- [Assigned task] Write the records out exactly as they read, but not the pictures.

(Extracted entries begins)

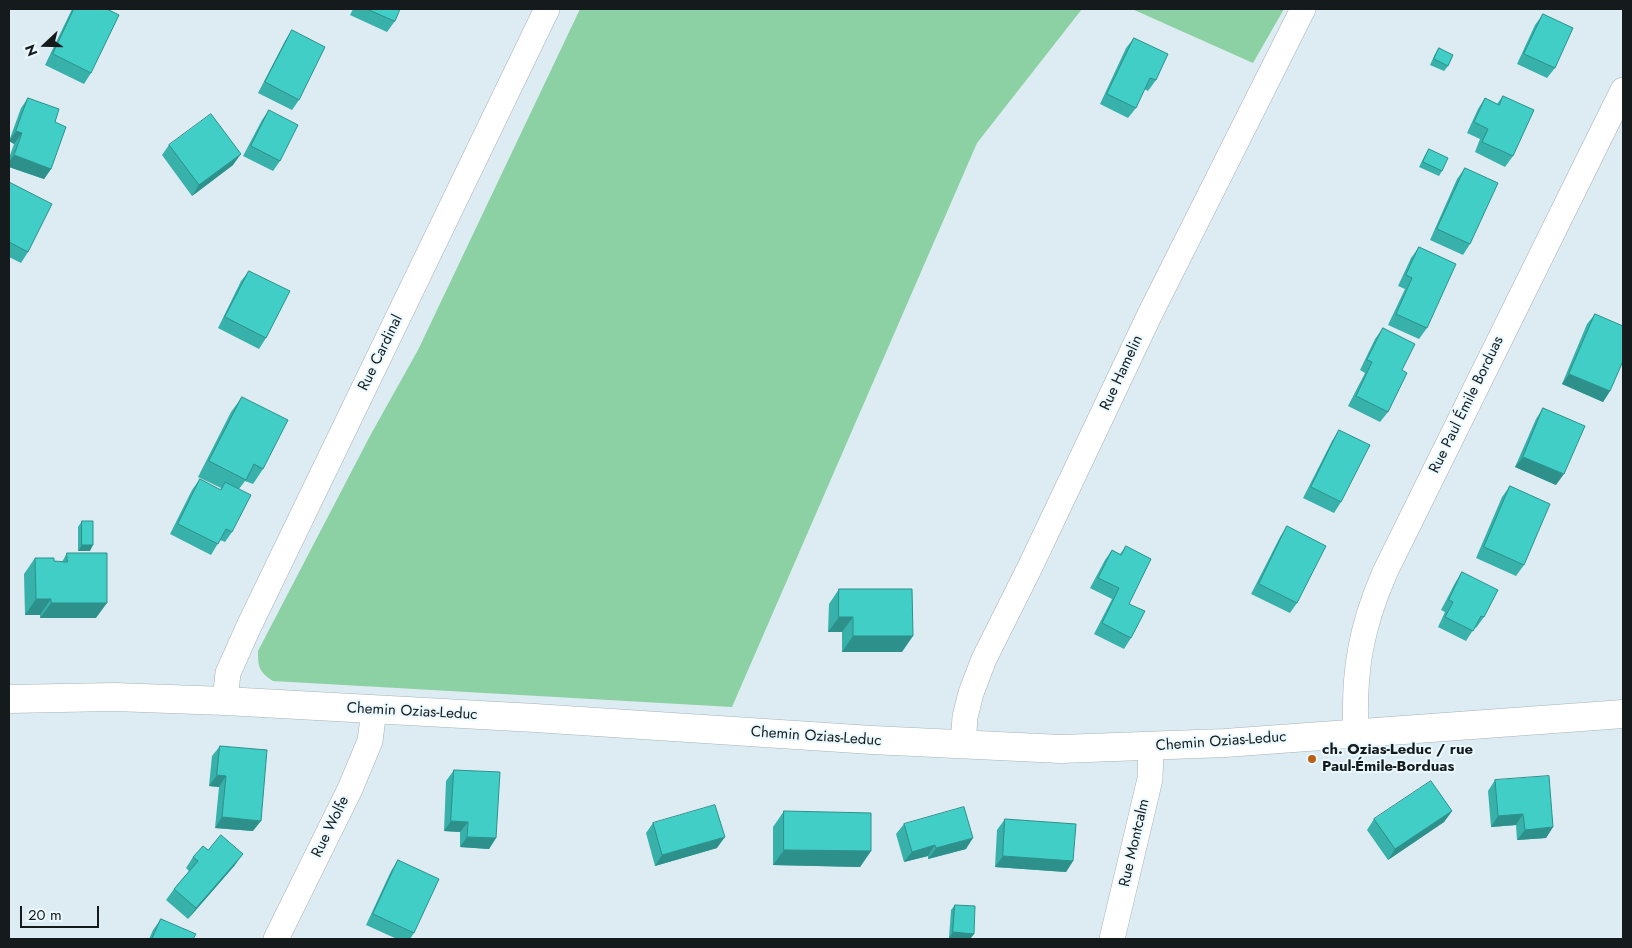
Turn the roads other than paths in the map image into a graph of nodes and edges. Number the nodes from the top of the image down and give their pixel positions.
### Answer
1 (547, 9) edge
2 (1303, 9) edge
3 (1623, 90) edge
4 (1616, 122) edge
5 (9, 699) edge
6 (225, 701) junction
7 (374, 710) junction
8 (1623, 714) edge
9 (1356, 732) junction
10 (963, 745) junction
11 (1151, 746) junction
12 (276, 939) edge
13 (1112, 939) edge

1 - 6 street, Rue Cardinal
2 - 10 street, Rue Hamelin
3 - 4 street, Rue Paul Émile Borduas
4 - 9 street, Rue Paul Émile Borduas
5 - 6 street, Chemin Ozias-Leduc
6 - 7 street, Chemin Ozias-Leduc
7 - 10 street, Chemin Ozias-Leduc
7 - 12 street, Rue Wolfe
8 - 9 street, Chemin Ozias-Leduc
9 - 11 street, Chemin Ozias-Leduc
10 - 11 street, Chemin Ozias-Leduc
11 - 13 street, Rue Montcalm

(Extracted entries ends)

- [Completed exercise]
Turn the roads other than paths in the map image into a graph of nodes and edges. Number the nodes from the top of the image down and give their pixel positions.
### Answer
1 (547, 9) edge
2 (1303, 9) edge
3 (1623, 90) edge
4 (1616, 122) edge
5 (9, 699) edge
6 (225, 701) junction
7 (374, 710) junction
8 (1623, 714) edge
9 (1356, 732) junction
10 (963, 745) junction
11 (1151, 746) junction
12 (276, 939) edge
13 (1112, 939) edge

1 - 6 street, Rue Cardinal
2 - 10 street, Rue Hamelin
3 - 4 street, Rue Paul Émile Borduas
4 - 9 street, Rue Paul Émile Borduas
5 - 6 street, Chemin Ozias-Leduc
6 - 7 street, Chemin Ozias-Leduc
7 - 10 street, Chemin Ozias-Leduc
7 - 12 street, Rue Wolfe
8 - 9 street, Chemin Ozias-Leduc
9 - 11 street, Chemin Ozias-Leduc
10 - 11 street, Chemin Ozias-Leduc
11 - 13 street, Rue Montcalm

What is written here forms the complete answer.